With multiple companies shelling out countless coffee capsules every year, it's hard to imagine a world where they didn't exist. From Nespresso to Keurig, Nestle, Dunkin', Starbucks, and various branded offshoots, button-pressing our morning brew is easier than ever. But in reality, those handy little aluminum coffee cradlers have only been around since the mid-1980s, when an enterprising Nestlé employee finally persuaded the company to make his dream a reality. About 10 years of conception, sampling, development, and persuasion resulted in the now-famous Nespresso capsules and machines embraced by coffee consumers across the globe. 

The man behind the drive for a perfect frothy espresso was Eric Favre, an inventor and engineer from Switzerland, the home base for the Nestlé conglomerate now operating in 188 countries. As the saying goes, great things come from great ideas, and coffee capsules are no exception. However, the idea wasn't a preconceived notion, more like one that bubbled and brewed inside Favre's creative consciousness while pursuing the perfect espresso.  

Similar to another famous coffee pioneer, namely Starbucks founder Howard Schultz, Favre's journey began with a tromp through the coffee bars of Italy. The defining sojourn, undertaken with his Italian wife, preceded Schultz's exploration by about eight years, and the focus for Favre was more on coffee perfection through science than on the romance, ritual, and community aspects of daily consumption.  

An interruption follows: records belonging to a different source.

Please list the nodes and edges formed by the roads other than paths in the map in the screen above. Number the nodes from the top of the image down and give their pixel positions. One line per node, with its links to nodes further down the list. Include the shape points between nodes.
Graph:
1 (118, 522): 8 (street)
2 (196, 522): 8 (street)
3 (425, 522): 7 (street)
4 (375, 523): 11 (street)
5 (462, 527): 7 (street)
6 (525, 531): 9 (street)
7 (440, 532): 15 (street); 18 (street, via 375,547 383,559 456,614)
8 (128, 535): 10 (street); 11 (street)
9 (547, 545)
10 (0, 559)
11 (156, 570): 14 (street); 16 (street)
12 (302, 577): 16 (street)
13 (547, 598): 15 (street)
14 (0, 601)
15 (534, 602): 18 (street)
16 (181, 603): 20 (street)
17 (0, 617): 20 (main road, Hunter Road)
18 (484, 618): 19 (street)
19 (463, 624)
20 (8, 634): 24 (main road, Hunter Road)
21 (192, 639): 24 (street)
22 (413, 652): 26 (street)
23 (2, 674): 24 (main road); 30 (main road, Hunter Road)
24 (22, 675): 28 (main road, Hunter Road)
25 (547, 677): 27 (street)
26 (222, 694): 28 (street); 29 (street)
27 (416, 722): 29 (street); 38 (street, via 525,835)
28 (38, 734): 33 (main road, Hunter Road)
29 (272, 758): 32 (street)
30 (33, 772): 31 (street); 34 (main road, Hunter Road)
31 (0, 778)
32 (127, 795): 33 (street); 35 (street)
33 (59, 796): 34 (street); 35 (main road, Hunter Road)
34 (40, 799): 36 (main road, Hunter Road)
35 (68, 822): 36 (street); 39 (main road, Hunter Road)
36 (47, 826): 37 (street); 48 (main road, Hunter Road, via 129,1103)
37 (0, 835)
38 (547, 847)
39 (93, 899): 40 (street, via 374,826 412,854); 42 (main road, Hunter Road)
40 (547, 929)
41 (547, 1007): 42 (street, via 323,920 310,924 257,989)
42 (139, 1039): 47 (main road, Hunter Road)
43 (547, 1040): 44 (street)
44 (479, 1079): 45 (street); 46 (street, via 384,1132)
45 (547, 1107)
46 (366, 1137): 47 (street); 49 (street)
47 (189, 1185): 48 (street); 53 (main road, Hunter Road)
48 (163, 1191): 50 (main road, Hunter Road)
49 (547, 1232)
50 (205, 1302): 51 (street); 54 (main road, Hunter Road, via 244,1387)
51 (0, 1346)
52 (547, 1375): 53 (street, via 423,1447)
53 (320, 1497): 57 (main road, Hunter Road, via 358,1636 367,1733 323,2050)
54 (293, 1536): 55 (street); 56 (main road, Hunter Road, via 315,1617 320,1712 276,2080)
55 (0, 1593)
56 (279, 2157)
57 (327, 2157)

The journey, science, and progression of coffee capsules

As the story goes, Eric Favre, the Nespresso inventor and its eventual CEO, invited his wife, Anna Maria, on an Italian culinary journey in 1975. The goal was to taste-test as many espresso drinks in Italy as necessary to uncover the core secrets of what makes the perfect espresso pull. They finally zeroed in on a lively spot in Rome called Caffè Sant'Eustachio, engaging with barista Eugenio to pinpoint the crucial elements involved, primarily air.  

Realizing how the introduction of air into the espresso process informs coffee aromas and, therefore, the final result, he came up with a "monodose" closed-system concept of entrapping air and ground coffee inside a small capsule, then forcing water through it to create a frothy espresso straight into a waiting cup. Nestlé eventually embraced the concept with a separate Nespresso division, making Favre its CEO, according to Monodor, or Mocoffee, the company Favre later created to further explore monodose capsules. 

Nespresso made a gamble on coffee capsules that impacted home coffee brewing in a big way, but they didn't stop there. The company's Centrifusion extraction technology now fuels its Vertuo line, which has its own machines using larger round pods carrying bar codes in their metal rims. Once you pop one into the machine, it reads the code, spins the pod with as many as 7000 rotations per minute, and produces the appropriate amount of water and pressure to make either coffee or espresso.